Entiendo a Julito Fulcar, el diputado del Partido Revolucionario Moderno (PRM). Lo entiendo y hasta podría ponerse en sus zapatos. Lo digo porque él, más que pocos en nuestro país, ha estado vinculado al sector cooperativista. Es un doliente de estas instituciones que tanto han aportado al desarrollo de República Dominicana. Por algo es el presidente ad vitan del Consejo Nacional de Cooperativas (ConacoopRD).
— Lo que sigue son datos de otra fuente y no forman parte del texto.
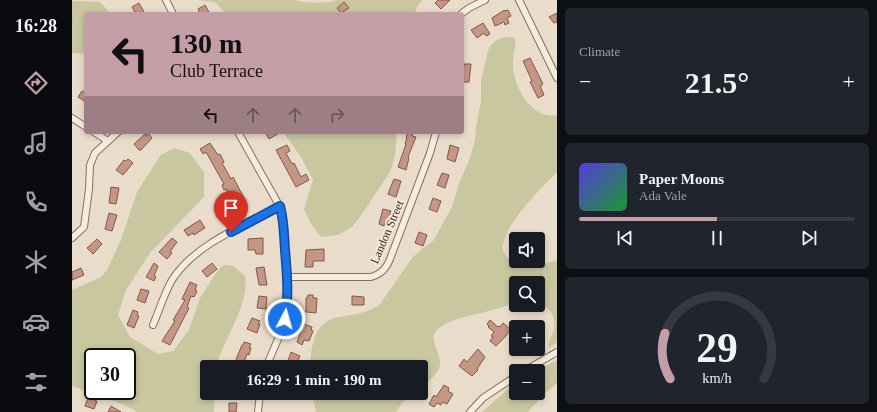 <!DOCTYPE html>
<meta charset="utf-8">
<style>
body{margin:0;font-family:"Times New Roman",serif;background:#20242c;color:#f1f3f6;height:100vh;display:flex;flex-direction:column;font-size:15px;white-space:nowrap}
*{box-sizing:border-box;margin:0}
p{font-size:13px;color:#9ea1a6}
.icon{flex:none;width:22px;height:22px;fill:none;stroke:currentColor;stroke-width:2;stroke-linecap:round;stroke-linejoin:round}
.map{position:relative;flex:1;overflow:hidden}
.side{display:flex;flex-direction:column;gap:8px;padding:8px;background:#0d0f14;width:320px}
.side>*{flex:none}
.banner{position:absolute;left:12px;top:12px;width:380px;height:122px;border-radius:4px;box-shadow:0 2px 6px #0003;background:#c49ea6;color:#111;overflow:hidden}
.fabs{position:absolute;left:437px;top:232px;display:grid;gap:8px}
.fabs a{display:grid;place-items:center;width:36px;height:36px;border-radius:4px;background:#171b24;box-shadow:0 2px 6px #0003;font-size:20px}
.speed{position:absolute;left:12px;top:348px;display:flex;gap:8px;font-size:20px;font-weight:700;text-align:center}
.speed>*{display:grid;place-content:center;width:52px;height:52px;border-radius:50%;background:#171b24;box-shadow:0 2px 6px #0003;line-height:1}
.speed .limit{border:2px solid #111;border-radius:6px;background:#fff;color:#111}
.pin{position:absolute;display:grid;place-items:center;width:34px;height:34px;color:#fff;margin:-41px -17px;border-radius:50% 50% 50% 0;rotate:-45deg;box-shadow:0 0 4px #0007}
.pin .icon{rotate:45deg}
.me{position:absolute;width:44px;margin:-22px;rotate:6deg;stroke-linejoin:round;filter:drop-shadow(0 0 3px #0008)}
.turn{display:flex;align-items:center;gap:14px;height:84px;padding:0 20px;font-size:18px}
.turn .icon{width:52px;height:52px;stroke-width:2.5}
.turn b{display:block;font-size:28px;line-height:34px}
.lanes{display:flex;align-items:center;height:38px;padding:0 20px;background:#0003;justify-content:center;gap:20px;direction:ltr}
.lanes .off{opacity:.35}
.big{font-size:30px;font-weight:600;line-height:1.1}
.side .tile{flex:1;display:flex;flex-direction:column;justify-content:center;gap:6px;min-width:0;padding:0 14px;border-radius:6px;background:#20242c}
.side .dial{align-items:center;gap:0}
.dial svg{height:104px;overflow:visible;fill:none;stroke:#363941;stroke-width:7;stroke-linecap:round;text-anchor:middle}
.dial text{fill:#f1f3f6;stroke:none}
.song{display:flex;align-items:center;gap:12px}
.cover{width:48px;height:48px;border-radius:6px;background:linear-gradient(135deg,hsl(250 70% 55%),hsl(130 70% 35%))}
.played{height:4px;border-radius:2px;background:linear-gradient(90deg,#c49ea6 50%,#363941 50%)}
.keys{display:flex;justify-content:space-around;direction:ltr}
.heat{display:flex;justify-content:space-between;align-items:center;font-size:22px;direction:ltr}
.trip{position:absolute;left:128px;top:360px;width:228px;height:40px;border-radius:4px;background:#171b24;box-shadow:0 2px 6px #0003;font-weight:600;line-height:40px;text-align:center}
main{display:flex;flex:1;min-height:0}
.dock{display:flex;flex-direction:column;width:72px;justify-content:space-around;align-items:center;background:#090b0e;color:#9ea1a6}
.dock .icon{width:28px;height:28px}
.dock .active{color:#c49ea6}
.dock b{font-size:18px;color:#f1f3f6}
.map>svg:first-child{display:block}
.green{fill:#c8c79f;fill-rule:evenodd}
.building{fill:#c49684;stroke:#825749}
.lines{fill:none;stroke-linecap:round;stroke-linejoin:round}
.street-casing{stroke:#856f60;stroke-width:8}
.street{stroke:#f6ebdd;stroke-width:6}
.route-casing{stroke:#114b97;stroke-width:10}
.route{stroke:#1a73e8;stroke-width:7}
.labels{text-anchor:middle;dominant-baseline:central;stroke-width:4;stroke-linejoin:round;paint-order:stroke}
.street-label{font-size:12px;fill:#372922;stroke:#f2e7d9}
</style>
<main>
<nav class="dock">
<b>16:28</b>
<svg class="icon active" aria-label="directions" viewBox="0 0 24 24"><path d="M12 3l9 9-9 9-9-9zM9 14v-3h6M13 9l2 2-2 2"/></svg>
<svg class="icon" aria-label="music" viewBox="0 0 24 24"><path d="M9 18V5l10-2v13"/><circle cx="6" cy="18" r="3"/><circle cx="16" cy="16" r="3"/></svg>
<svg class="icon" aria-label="phone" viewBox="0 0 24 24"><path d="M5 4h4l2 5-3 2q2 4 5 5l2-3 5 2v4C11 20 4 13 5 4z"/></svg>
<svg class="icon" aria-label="climate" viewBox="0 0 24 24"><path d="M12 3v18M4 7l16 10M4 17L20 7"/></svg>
<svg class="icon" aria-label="car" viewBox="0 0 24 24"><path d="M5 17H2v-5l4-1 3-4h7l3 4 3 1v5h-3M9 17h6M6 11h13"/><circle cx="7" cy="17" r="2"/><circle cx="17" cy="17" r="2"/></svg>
<svg class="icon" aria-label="filters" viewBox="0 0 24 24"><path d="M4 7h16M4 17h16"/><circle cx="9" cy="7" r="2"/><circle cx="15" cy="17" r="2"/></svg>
</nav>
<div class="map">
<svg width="485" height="412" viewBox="0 0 485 412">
<rect width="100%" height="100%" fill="#eadcca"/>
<!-- green -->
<path class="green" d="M126,0H223C230,3 257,4 264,0H350L345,7L343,14H154L143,2Z
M0,1L28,2L39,14H14V54L0,53Z
M435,37L443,38C445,47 440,56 441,65C441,87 460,120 485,115V172C470,187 432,225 431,246C430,251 434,256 437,260C455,269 467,266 485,260V342L477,348C475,340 482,335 482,327C484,315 477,307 466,304V283H444V303C435,304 429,308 420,310C406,315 367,319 362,335C359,345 373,358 366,371C362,377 354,383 349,389V367H238C239,349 241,326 260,319C264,317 269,317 273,316C286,314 297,312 308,304L340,258L350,249L361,241L380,207L386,186L398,158L403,141L404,127L409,101V80L416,51C419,42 426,38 435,37Z
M211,132H325L323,156L318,172L290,214L280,227L266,235L249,237L239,224L232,209L241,180L229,157Z
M102,148L118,153L132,172V197L78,253L54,290L46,315L58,337L86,354L101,351L117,330L128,298L146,270L152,265L161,266L173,276C178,304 151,340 144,367H135V393H143L142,412H65L53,405L0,386V290L29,277L35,270L49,240L65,192L88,156ZM21,357H55V391H21Z
M485,360V383L472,394L456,412H410L444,382V393H466V371H464Z
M240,393H344L330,403L324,412H244Z"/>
<!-- building -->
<path class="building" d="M366,0H378L369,9L363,3Z
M272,2L277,8L269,13L265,8Z
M67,3L71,10L73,14H64L60,7Z
M133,5L138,14H128L126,9Z
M436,10L439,16L435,18L437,23L433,25L432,22L423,26L420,18L431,11Z
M485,13V22L482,23L477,17Z
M411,23L418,34L414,36L412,33L405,38L399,30Z
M458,58L471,84L469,85V88L472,95L466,98L458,82L460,81L451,61Z
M392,64H399L397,82H390V67H392Z
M10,91L14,93V102L6,97Z
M193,132H209L197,139Z
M336,132H341L340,136L344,137L336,157L337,158L334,170L326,167L334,144H333L335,138H334Z
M76,133L80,138L69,150H67L62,144L73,134L74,136Z
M138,143L146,155L148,154L152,162L150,163L159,179L161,177L172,198L171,199L174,205L167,209L163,210L156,197L158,196L154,189L152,190L150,185L152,184L134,152L131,154L128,149Z
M215,145L218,151L214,153L220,164L222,163L229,177L234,174L237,180L224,187L204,150Z
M378,145L387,148L383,162L375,159Z
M56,159L61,163L51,175L44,170L52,160L54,161Z
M370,173L377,175L373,188L365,185Z
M322,179L329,181L324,197L316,194Z
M39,187L47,188L44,204L37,203Z
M361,198L369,201L365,212L357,209Z
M311,209L319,211L315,222H313L312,226L307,224Z
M37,213L45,215L40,231L33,229Z
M128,220L133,228L122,235L121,233L116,236L112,230Z
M347,232L355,235L351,246L343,243Z
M100,238L105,242L98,252L100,253L95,259L87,252Z
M191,238V254H184L183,250H176V239Z
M25,239L30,244L21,254L15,248Z
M252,249V261H241V267H233L234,250Z
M82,263L86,266L82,276L84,277L82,281L74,277Z
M140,263L145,269L135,277L130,271Z
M192,267L195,285H187L184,268Z
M9,268L12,275L0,280V272Z
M118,282L125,285L123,290L125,291L122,297L119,296L115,307L117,308L98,345L90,341L103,321L101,320L113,300L110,299Z
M69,289L77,291L73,303L65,300Z
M236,295H241V298H245L244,313L234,312V298H235Z
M187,296L195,297L194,309L185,308Z
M280,296L292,297V305H280Z
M61,310L66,312L65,315L67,316L62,328L55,325Z
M180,318L188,321L186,324H188L185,333L175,329Z
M418,320L426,327L427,326L428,327L431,323L438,329L434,336L424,346L418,341L421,337L419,336L422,332L416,327L417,326L415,324Z
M232,324L240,327L239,330L241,331L237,341L232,340L230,345L225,342Z
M172,342L179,344L177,348H179L177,355L175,354L171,365L163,362L170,345H171Z
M406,349L413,357L405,369L406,370L400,376L387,366L392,359L395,362Z
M219,352L228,356L223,367H214Z
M372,385L377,388L376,391L381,394L375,404L371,402L369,405L365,403L362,407L357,404L362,395L364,397Z
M204,393H217L216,398L204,395Z
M17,396L24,398L23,401H25L22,409L13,406Z
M157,403H165L164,412H157Z
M39,406L49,412H36Z"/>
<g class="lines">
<defs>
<path id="street" d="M94,0L101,14
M447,0L485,78
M389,14L397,8L413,0
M0,118L14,127
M22,132L36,141
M166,132L208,207L211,222L215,277V306L213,319L209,332L194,367
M0,238L12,227L17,189L18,165L23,153L46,132
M215,277H299C309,274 314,269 318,259L358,153L364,132
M81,325C87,311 92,294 100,280C123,244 171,226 208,207
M452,371L485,352
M186,412L188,393
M398,412L411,398L444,376"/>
</defs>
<!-- street casing -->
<use href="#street" class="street-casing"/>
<!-- street -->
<use href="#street" class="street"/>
</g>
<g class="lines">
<defs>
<path id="route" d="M159,232L208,206C212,221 212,235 213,250C215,273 217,296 213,319"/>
</defs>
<!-- route casing -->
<use href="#route" class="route-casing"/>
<!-- route -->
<use href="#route" class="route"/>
</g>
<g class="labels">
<!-- street labels -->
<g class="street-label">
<text transform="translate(315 232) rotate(-67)">Landon Street</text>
</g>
</g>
</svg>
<div class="fabs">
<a><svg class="icon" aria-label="sound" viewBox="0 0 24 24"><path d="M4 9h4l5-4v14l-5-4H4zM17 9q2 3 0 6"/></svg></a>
<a><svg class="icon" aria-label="search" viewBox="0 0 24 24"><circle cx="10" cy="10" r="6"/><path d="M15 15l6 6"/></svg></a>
<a>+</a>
<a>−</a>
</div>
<div class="speed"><div class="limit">30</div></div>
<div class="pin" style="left:159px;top:232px;background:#d93025"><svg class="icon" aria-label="arrive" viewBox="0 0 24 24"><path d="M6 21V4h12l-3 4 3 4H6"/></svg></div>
<svg class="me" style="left:213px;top:319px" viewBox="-20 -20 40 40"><circle r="17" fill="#1a73e8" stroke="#fff" stroke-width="3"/><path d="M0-11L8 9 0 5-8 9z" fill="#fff"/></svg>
<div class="trip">16:29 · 1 min · 190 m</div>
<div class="banner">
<div class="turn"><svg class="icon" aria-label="left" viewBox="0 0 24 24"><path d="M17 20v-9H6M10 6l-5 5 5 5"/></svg><div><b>130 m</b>Club Terrace</div></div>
<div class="lanes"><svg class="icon" aria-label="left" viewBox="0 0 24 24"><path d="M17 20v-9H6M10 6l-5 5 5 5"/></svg><svg class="icon off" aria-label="ahead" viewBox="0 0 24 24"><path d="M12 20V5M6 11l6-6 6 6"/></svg><svg class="icon off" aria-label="ahead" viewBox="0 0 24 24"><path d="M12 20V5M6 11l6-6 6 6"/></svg><svg class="icon off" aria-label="right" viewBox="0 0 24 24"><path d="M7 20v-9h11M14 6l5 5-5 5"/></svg></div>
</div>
</div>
<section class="side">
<div class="tile"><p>Climate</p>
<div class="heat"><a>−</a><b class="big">21.5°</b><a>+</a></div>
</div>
<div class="tile">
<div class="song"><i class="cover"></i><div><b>Paper Moons</b><p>Ada Vale</p></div></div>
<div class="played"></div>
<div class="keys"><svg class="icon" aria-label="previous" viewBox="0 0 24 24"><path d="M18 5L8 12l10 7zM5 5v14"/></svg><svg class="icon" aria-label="pause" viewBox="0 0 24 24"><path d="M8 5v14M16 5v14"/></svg><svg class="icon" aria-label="next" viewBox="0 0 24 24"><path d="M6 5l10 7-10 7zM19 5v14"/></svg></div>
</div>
<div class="tile dial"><svg viewBox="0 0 100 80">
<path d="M14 69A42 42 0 1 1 86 69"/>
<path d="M14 69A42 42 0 0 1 10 34" stroke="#c49ea6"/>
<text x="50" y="56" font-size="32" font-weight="700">29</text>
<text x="50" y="72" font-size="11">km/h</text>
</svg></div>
</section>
</main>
El vocero del bloque oficialista en la Cámara Baja sometió un proyecto que sustituye la Ley 31-63 del sistema cooperativo dominicano, creando siete nuevas instituciones en el Gobierno con nóminas que en su total se elevarían sobre los RD$8,500 millones.
Observen bien: Entre las nuevas instituciones que crearía el proyecto de ley está la Dirección General de Cooperativas (Digecoop), el Fondo de Inversión y Desarrollo Cooperativo (Fidecoop), el Centro de Desarrollo y Capacitación del Cooperativismo (Cedcoop) y el Instituto de Formación Cooperativa (Infcoop). Por lo visto, Don Julito necesita orientación en torno a este tema, a pesar de que él es toda una autoridad.
Pero hay más. Se suman a la lista de nuevas creaciones Protección a los Depósitos y Aportaciones del Socio (Procoop), entre otras dos instituciones que servirían como organismo coordinador de estas, las que junto a las cinco citadas necesitaría un presupuesto superior a los RD$8,000 millones.
No tiene sentido crear más instituciones y menos para un sector que perfectamente puede ser regulado, en el caso de las cooperativas abiertas, por la Superintendencia de Bancos y el Banco Central.
Burocratizar al sector crearía más problemas que soluciones. Es ilógico. Además, ¿por qué tantas entidades para fiscalizar, impulsar y desarrollar un sector que es financiero y hace prácticamente lo mismo que las demás entidades?
Sería bueno preguntarle a Julito si en el caso de las cooperativas esas estructuras serían autosuficientes, como sucede con la Superintendencia de Bancos y el Banco Central, ya que no reciben fondos del Estado, pues las entidades reguladas tienen la obligación de pagar el servicio.
Hacerse el gracioso es bueno, pero no en todas las oportunidades. Burocratizar más el Estado es generar problemas financieros, aumentando el déficit público y provocando que la nómina sea más abultada de lo que está. Debemos ser más responsables como entes públicos que buscan la eficiencia en la gestión pública.
Es oportuno recordar que, al inicio de la actual gestión de Gobierno, la hoy senadora del Distrito Nacional, Faride Raful, sometió un proyecto de ley de “Reorganización de la Administración Pública”, que buscaba disolver más de 50 instituciones, comisiones u organismos que tienen asignaciones y/o transferencias por de fondos por aproximadamente RD$15,700 millones, propuesta que no ha sido materializada por la legisladora. ¿Tiene alguien información al respecto?